| TASK TO COMPLETE |
Every line in the listing that holds "Rocha" counts once; state the total and nothing more.

| DATA TO EXAMINE |
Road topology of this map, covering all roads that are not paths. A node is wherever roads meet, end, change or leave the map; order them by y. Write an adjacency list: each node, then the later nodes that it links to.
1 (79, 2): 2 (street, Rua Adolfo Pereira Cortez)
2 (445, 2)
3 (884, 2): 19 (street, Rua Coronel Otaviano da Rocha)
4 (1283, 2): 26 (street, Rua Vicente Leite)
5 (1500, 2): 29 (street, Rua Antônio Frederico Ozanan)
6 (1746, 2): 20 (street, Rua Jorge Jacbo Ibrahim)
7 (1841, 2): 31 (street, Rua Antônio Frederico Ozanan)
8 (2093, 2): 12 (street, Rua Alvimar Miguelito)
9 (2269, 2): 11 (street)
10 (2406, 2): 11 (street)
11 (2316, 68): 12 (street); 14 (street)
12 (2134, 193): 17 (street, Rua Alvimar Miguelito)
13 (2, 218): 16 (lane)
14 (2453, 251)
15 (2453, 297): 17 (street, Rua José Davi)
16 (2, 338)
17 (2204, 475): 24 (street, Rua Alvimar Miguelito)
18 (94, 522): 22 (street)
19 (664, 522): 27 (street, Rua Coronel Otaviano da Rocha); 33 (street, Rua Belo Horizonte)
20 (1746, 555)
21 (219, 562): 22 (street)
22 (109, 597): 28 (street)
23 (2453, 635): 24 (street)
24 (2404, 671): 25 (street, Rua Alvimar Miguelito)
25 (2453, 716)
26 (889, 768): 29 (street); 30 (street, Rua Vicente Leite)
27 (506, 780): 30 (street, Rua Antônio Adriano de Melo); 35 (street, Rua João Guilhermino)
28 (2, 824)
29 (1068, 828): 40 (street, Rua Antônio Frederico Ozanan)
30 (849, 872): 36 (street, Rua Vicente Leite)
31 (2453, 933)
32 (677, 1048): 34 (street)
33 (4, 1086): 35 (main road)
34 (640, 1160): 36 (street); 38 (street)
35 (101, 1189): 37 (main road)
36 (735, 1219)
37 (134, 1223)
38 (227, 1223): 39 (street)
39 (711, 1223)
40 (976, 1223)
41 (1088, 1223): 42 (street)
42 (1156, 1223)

| SOLVED EXERCISE |
2